Sauvage Sitdown - A Yellow Rose
Being a review of Watcher of the Damned Volume One: Transmutation Texas by R.H. Snow
Sparks, let’s have some music, Yellow Rose if you please.
Yellow Rose on the pipes, aye-aye cap’n!
Sparks, put yourself on report for being a smartass.
Aye sir!
In a World gone Viral, a Hero shall Arise - join the Revolution with WATCHER of the DAMNED!
The Happening wreaked havoc as Humanity got a hard reset from a deadly gender-cidal Virus - and for TransMutated Survivors like The Watcher, life in Post-Apocalyptic Texas just got a whole lot bloodier and a whole lot lonelier. In a cyberpunk Wild West gone awry, The Watcher was a Rebel without a clue under the System: a brutal, high-tech Social Construct engineered to serve the Enlightened and oppress the Damned. But that's all about to change, thanks to a cheeky chaos agent named Rose...
Now The Watcher must lead a Revolution to save Rose from the System He helped create, or Rose will die - and Humanity will die with her.
Fight the System - Join the Revolution - with WATCHER of the DAMNED!
So that’s the front copy fam, what about what’s inside?

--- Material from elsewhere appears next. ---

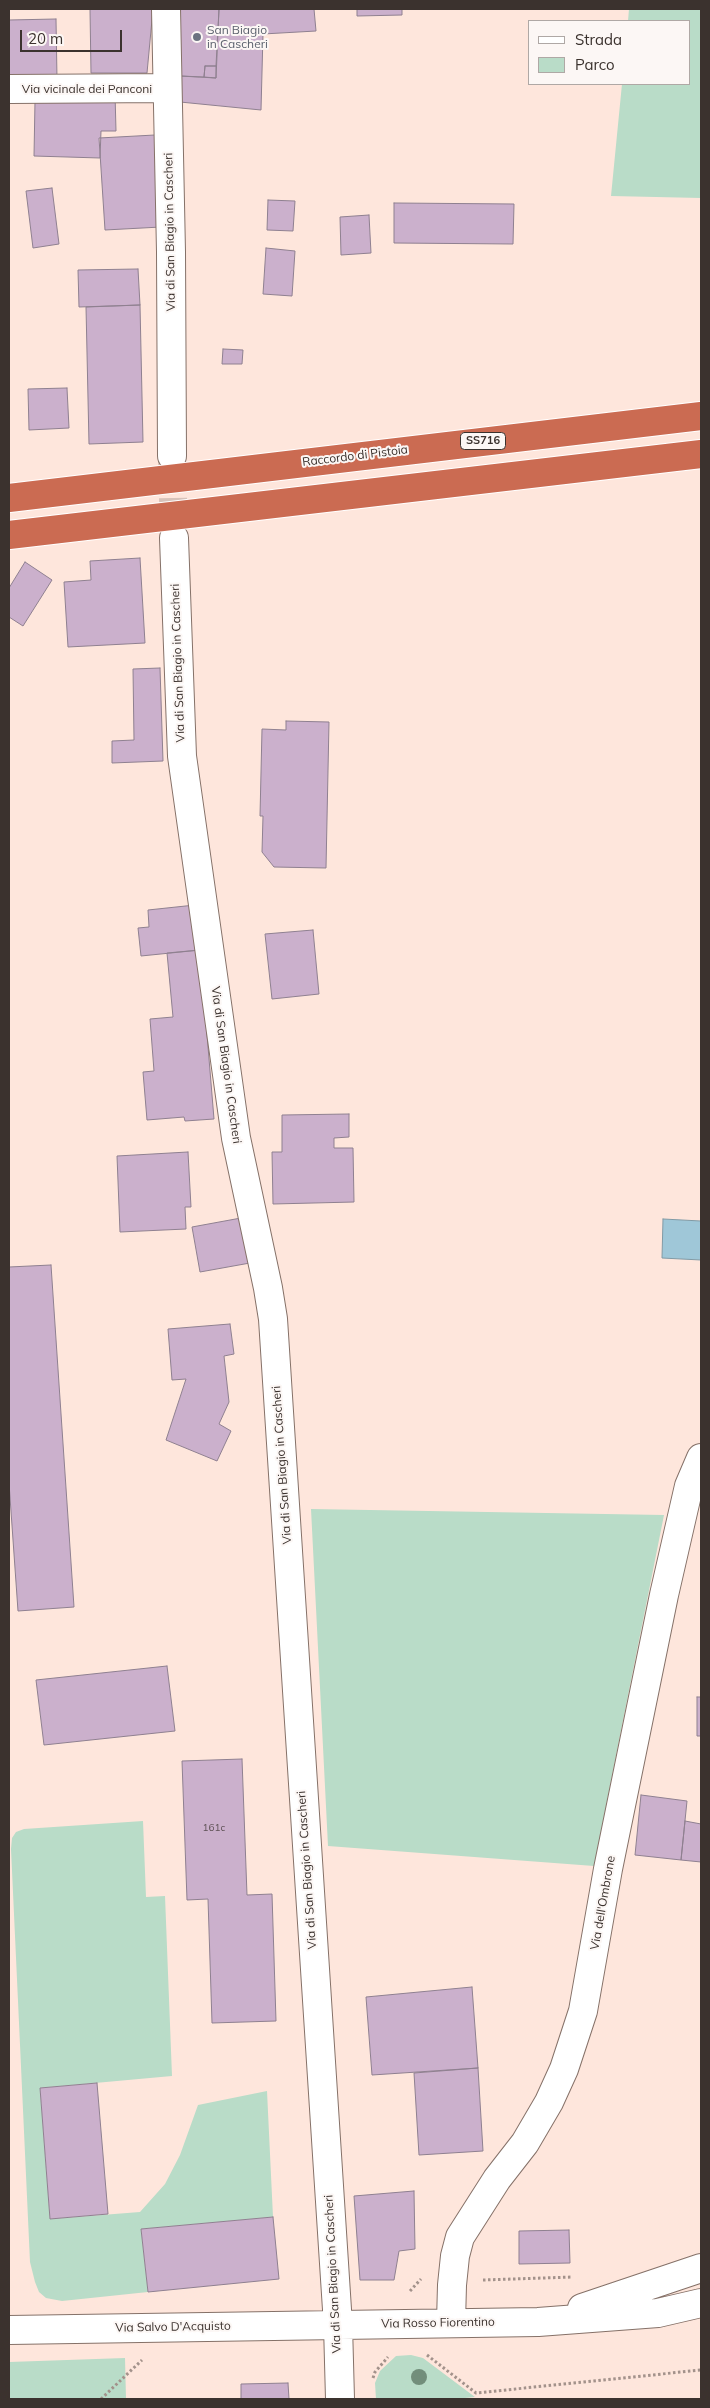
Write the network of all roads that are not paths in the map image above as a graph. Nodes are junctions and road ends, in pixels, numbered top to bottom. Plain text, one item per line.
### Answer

Well to make a long story short, let me answer you with a meme.
Yep, it heppens.
Well not the old heppening we all prepped for in the 80s, not Gamma World or the Morrow Project or Twilight 2000. No, this is the other happening of the future, a post cyber, biopunk happening. That’s right, After the Bomb happens. Fallout happens. The Big Death. The Crash. The FEV. The Great Transmutation.
In the brief glimpses of memories of the Life Before given to us, the world appears to have achieved the Great Reset proposed by the World Economic Forum; there’s a world council and strict emissions controls, but AI driven electric vehicles and Ready Player One VR bread and circuses has distracted us from owning nothing and left us more or less numb if not happy. But this all comes crashing down due to the machinations of a faction of Extinction Rebellion type hardliners who figure that the WEF hasn’t gone far enough, that Man is a virus upon Gaia, and they need a virus to fight the virus. So yeah, Tom Clancy’s Rainbow Six, only the Greens win.
Nine out of ten men, women, and children die from either the virgin field epidemic - melting into puddles like the Super Ebola in Rainbow Six - or from follow on effects of the mass death - starvation, chaos, anarchy, opportunistic infections, violence, collapse. But this isn’t the worst thing. The tithe of survivors have been changed, mutated, transmutated. Women are masculinised, sterilised, turned into scaly lizard-bull dykes. And the men, well what used to be men, call them ‘survivors’ now, well some of them are turned into monstrous white apes from Barsoon, some into he-men, and some into fembois, but all mutated and scaly, scabbed, and sub-human.
Admittedly the descriptions aren’t quite as wild as either Gamma World or After the Bomb, there’s no talking anthropomorphic adolescent animals, let alone plant-people. More like the super-mutants and ghouls from Fallout, roughly stable clades that are post-human, and effectively immortal. Oh yeah, they stopped aging after they Changed. The only thing that kills ‘em is violence and the first hundred years after the Event are plenty violent.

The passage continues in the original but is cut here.